**DATA SECTION**
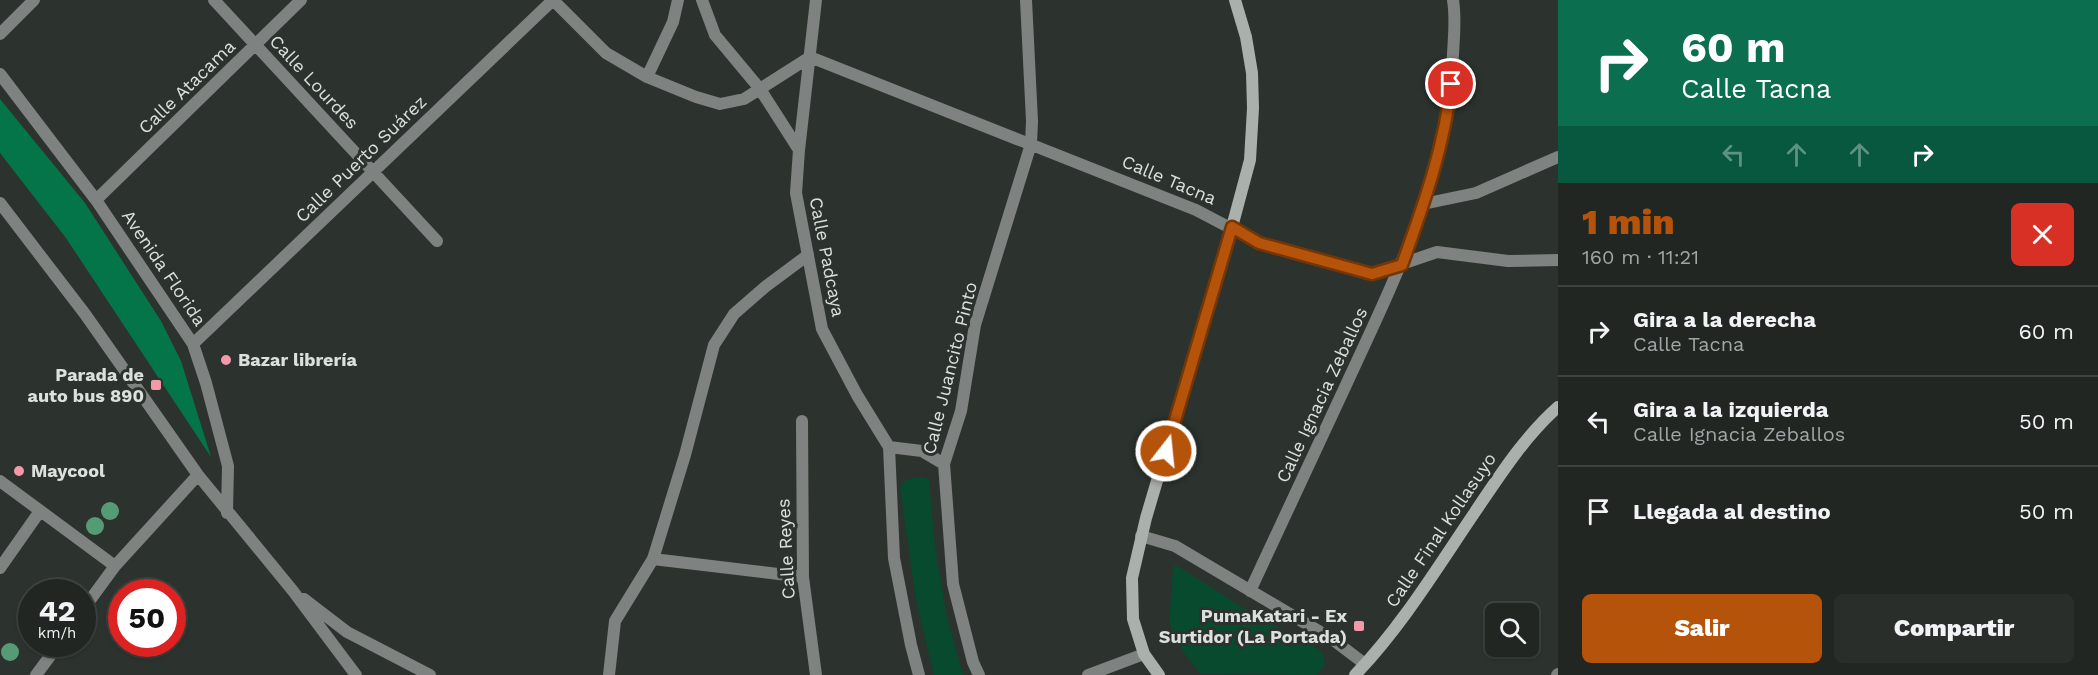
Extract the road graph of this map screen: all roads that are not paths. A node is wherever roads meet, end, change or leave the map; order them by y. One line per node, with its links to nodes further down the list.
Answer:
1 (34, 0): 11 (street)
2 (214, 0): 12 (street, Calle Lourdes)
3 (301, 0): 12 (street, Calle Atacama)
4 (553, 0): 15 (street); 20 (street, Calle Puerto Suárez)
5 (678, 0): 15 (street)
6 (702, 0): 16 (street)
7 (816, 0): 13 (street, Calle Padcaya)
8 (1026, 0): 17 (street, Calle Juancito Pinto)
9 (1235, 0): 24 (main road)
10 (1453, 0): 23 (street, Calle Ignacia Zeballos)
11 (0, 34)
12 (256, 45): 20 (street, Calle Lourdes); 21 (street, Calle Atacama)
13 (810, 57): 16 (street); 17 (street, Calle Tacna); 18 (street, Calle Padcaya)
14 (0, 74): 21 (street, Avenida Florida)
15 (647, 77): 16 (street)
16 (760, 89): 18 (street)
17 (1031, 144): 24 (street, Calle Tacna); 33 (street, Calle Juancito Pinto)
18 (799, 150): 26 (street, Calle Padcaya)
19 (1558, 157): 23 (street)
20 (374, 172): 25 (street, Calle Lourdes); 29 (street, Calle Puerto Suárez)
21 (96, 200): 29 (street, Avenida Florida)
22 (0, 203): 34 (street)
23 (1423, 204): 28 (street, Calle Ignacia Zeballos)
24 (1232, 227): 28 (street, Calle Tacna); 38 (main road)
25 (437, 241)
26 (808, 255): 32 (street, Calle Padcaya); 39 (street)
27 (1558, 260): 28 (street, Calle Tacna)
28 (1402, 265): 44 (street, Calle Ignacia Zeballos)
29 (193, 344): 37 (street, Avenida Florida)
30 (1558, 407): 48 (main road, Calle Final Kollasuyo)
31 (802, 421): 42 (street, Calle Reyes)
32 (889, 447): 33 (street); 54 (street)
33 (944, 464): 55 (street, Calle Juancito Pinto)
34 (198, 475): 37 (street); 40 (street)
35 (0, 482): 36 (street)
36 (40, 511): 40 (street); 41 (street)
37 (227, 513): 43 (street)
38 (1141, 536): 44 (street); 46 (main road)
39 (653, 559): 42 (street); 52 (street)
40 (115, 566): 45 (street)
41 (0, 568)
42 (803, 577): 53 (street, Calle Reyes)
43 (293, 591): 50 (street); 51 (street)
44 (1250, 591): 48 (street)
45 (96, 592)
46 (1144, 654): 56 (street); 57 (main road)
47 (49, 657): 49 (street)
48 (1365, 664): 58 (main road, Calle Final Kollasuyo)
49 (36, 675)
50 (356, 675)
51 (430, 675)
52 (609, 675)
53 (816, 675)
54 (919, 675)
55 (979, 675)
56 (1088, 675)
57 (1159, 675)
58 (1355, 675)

**TASK TO CARRY OUT**
If an entry above contains a picture, leave that picture out and copy everything else exactly.

**EXERCISE OUTPUT**
Extract the road graph of this map screen: all roads that are not paths. A node is wherever roads meet, end, change or leave the map; order them by y. One line per node, with its links to nodes further down the list.
Answer:
1 (34, 0): 11 (street)
2 (214, 0): 12 (street, Calle Lourdes)
3 (301, 0): 12 (street, Calle Atacama)
4 (553, 0): 15 (street); 20 (street, Calle Puerto Suárez)
5 (678, 0): 15 (street)
6 (702, 0): 16 (street)
7 (816, 0): 13 (street, Calle Padcaya)
8 (1026, 0): 17 (street, Calle Juancito Pinto)
9 (1235, 0): 24 (main road)
10 (1453, 0): 23 (street, Calle Ignacia Zeballos)
11 (0, 34)
12 (256, 45): 20 (street, Calle Lourdes); 21 (street, Calle Atacama)
13 (810, 57): 16 (street); 17 (street, Calle Tacna); 18 (street, Calle Padcaya)
14 (0, 74): 21 (street, Avenida Florida)
15 (647, 77): 16 (street)
16 (760, 89): 18 (street)
17 (1031, 144): 24 (street, Calle Tacna); 33 (street, Calle Juancito Pinto)
18 (799, 150): 26 (street, Calle Padcaya)
19 (1558, 157): 23 (street)
20 (374, 172): 25 (street, Calle Lourdes); 29 (street, Calle Puerto Suárez)
21 (96, 200): 29 (street, Avenida Florida)
22 (0, 203): 34 (street)
23 (1423, 204): 28 (street, Calle Ignacia Zeballos)
24 (1232, 227): 28 (street, Calle Tacna); 38 (main road)
25 (437, 241)
26 (808, 255): 32 (street, Calle Padcaya); 39 (street)
27 (1558, 260): 28 (street, Calle Tacna)
28 (1402, 265): 44 (street, Calle Ignacia Zeballos)
29 (193, 344): 37 (street, Avenida Florida)
30 (1558, 407): 48 (main road, Calle Final Kollasuyo)
31 (802, 421): 42 (street, Calle Reyes)
32 (889, 447): 33 (street); 54 (street)
33 (944, 464): 55 (street, Calle Juancito Pinto)
34 (198, 475): 37 (street); 40 (street)
35 (0, 482): 36 (street)
36 (40, 511): 40 (street); 41 (street)
37 (227, 513): 43 (street)
38 (1141, 536): 44 (street); 46 (main road)
39 (653, 559): 42 (street); 52 (street)
40 (115, 566): 45 (street)
41 (0, 568)
42 (803, 577): 53 (street, Calle Reyes)
43 (293, 591): 50 (street); 51 (street)
44 (1250, 591): 48 (street)
45 (96, 592)
46 (1144, 654): 56 (street); 57 (main road)
47 (49, 657): 49 (street)
48 (1365, 664): 58 (main road, Calle Final Kollasuyo)
49 (36, 675)
50 (356, 675)
51 (430, 675)
52 (609, 675)
53 (816, 675)
54 (919, 675)
55 (979, 675)
56 (1088, 675)
57 (1159, 675)
58 (1355, 675)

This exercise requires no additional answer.